Uno degli aforismi marxiani più celebri è quello conosciuto come la “undicesima tesi su Feuerbach”. Vale la pena di menzionarlo per intero:

«I filosofi hanno finora interpretato il mondo in modi diversi; si tratta ora di trasformarlo

È opportuno contestualizzare adeguatamente l’opera, e in particolare quest’unica frase, onde evitare le consuete trappole che nasconde ogni singolo estratto del testo marxiano preso da solo – quello delle opere di Marx è un itinerario intellettuale denso di contraddizioni e di continue correzioni apportate dallo stesso autore. Ad ogni citazione dovrebbe sempre corrispondere una corretta analisi filologica. A leggere il singolo aforisma, infatti, si rischia di confondere gli intenti comunicativi dell’autore, provocando travisamenti (nei casi meno gravi) o strumentalizzazioni (nei casi più gravi). Si usa spesso l’Undicesima Tesi come supporto argomentativo di almeno due tesi che Marx non ha mai sostenuto in nessuna fase del suo pensiero:

1      – L’esortazione, rivolta ai filosofi, in vista di una attività non più solo contemplativa;

2 –     Il rifiuto della filosofia intesa come mera teoria in vista dell’attività pratica.

Una lettura meno ingenua di questa fortunata proposizione marxiana scongiura ogni possibile riferimento al platonismo politico dei «filosofi al governo» – un rischio corso da quei marxisti che videro in questa tesi qualcosa di simile ad un invito alla militanza rivolto agli intellettuali, o peggio, uno sprezzante rifiuto tout court dell’analisi filosofica.

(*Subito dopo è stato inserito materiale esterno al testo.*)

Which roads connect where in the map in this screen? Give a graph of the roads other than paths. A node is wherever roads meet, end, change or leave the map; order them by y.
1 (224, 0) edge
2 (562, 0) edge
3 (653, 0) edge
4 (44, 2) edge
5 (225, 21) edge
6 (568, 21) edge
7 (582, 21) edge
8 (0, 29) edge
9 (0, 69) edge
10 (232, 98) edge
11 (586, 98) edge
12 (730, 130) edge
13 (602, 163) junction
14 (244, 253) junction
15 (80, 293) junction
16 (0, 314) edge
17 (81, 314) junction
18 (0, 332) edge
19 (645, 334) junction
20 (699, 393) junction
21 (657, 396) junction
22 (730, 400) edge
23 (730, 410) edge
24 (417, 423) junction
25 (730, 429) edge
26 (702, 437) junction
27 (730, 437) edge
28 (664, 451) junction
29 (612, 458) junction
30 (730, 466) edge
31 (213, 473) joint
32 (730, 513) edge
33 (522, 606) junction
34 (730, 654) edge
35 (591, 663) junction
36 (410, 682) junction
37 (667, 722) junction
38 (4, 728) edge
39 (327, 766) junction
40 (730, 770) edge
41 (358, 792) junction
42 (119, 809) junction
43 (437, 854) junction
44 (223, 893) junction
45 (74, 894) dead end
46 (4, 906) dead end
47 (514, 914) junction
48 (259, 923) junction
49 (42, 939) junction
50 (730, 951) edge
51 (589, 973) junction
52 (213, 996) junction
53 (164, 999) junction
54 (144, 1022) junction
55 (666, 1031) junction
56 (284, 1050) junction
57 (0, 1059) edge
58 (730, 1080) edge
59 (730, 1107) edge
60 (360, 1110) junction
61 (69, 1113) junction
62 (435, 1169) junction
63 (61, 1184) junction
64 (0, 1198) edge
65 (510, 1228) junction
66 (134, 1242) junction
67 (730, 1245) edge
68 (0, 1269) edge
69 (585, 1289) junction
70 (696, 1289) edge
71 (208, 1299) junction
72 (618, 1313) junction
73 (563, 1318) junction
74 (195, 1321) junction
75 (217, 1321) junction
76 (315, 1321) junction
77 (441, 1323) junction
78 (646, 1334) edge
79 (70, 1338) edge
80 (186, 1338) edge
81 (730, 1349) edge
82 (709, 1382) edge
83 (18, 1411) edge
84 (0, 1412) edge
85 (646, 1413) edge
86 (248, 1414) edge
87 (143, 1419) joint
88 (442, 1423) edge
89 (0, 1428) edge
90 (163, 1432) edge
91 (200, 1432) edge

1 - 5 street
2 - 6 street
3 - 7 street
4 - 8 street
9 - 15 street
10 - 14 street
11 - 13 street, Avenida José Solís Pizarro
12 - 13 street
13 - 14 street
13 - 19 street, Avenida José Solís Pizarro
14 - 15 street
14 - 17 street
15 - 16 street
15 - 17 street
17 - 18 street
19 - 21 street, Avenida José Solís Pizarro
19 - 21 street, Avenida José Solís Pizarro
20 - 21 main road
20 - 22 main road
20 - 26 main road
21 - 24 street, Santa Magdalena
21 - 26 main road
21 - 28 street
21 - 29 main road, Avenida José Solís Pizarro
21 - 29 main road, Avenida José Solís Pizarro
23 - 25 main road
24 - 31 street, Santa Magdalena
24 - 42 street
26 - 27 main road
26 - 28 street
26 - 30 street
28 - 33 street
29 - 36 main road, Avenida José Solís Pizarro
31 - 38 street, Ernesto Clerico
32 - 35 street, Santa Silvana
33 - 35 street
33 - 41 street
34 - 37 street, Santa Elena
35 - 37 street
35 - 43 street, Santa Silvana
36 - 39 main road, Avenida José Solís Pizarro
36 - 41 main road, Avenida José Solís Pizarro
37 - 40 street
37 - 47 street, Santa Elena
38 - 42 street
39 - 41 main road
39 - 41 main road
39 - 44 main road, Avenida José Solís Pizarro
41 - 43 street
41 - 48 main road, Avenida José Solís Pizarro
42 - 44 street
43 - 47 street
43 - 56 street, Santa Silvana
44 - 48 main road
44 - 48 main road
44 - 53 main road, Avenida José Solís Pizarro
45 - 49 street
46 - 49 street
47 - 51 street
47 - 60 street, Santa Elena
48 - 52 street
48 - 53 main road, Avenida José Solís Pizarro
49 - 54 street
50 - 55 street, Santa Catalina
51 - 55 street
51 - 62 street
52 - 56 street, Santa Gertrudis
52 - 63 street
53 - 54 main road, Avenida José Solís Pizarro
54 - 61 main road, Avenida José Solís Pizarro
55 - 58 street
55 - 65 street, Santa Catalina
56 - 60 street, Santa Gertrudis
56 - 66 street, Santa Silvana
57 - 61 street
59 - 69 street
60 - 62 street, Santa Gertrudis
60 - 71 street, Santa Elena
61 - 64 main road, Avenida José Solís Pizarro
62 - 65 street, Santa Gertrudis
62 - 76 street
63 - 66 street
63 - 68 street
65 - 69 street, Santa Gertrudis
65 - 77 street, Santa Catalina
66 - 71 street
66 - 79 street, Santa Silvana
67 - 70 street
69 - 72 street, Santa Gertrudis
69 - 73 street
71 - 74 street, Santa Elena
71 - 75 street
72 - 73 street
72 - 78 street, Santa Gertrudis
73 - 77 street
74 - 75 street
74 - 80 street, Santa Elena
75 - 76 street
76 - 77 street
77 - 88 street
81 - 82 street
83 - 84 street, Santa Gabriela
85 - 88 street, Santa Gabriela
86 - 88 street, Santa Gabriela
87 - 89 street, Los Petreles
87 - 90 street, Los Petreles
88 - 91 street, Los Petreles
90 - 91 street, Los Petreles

Marx scrisse le Tesi su Feuerbach nel 1845, immediatamente dopo i Manoscritti parigini per allontanarsi dall’impostazione ancora troppo idealista dell’analisi della realtà, nel tentativo di costruire una filosofia materialista che si fissasse sulla fondamentale categoria della praxis – un tentativo che proseguiva nello stesso anno con l’Ideologia Tedesca e che trovò compimento nel Capitale (1867) con il passaggio dalla dialettica alla storia.

La prospettiva di questo Marx è quella di definire l’essere umano a partire non dalla coscienza soggettiva, ma dalla sua attività materiale. Nei testi del ’45, infatti, traspare si la volontà di oltrepassare la forma filosofica contemplativa che caratterizzava (a suo avviso) l’idealismo tedesco, ma solo per giungere ad una giusta conciliazione fra prassi e teoria – e non certo rovesciando il primato logico di una in favore dell’altra. Per riuscire in questa impresa bisogna abbandonare l’idea feuerbachiana che vorrebbe il pensiero ontologicamente subordinato all’essere: il Feuerbach più sensista non può soddisfare la prospettiva di unione fra teoria e prassi, perché la «risoluzione della teologia nell’antropologia» in Feuerbach significa anche l’espressione di una opposizione fondamentale fra pensiero e realtà, in cui l’una abbia un irriducibile primato sull’altro, e in cui dunque non è possibile nessuna mediazione fra oggettività e soggettività. Non è possibile, dunque, collegare la dimensione teorico-contemplativa con l’attività materiale. Per tale ragione Marx rifiuterà esplicitamente questo materialismo ricettivo (o intuitivo) nella prima delle Tesi su Feuerbach – senza confronto con la prima Tesi, non si comprende a fondo l’Undicesima.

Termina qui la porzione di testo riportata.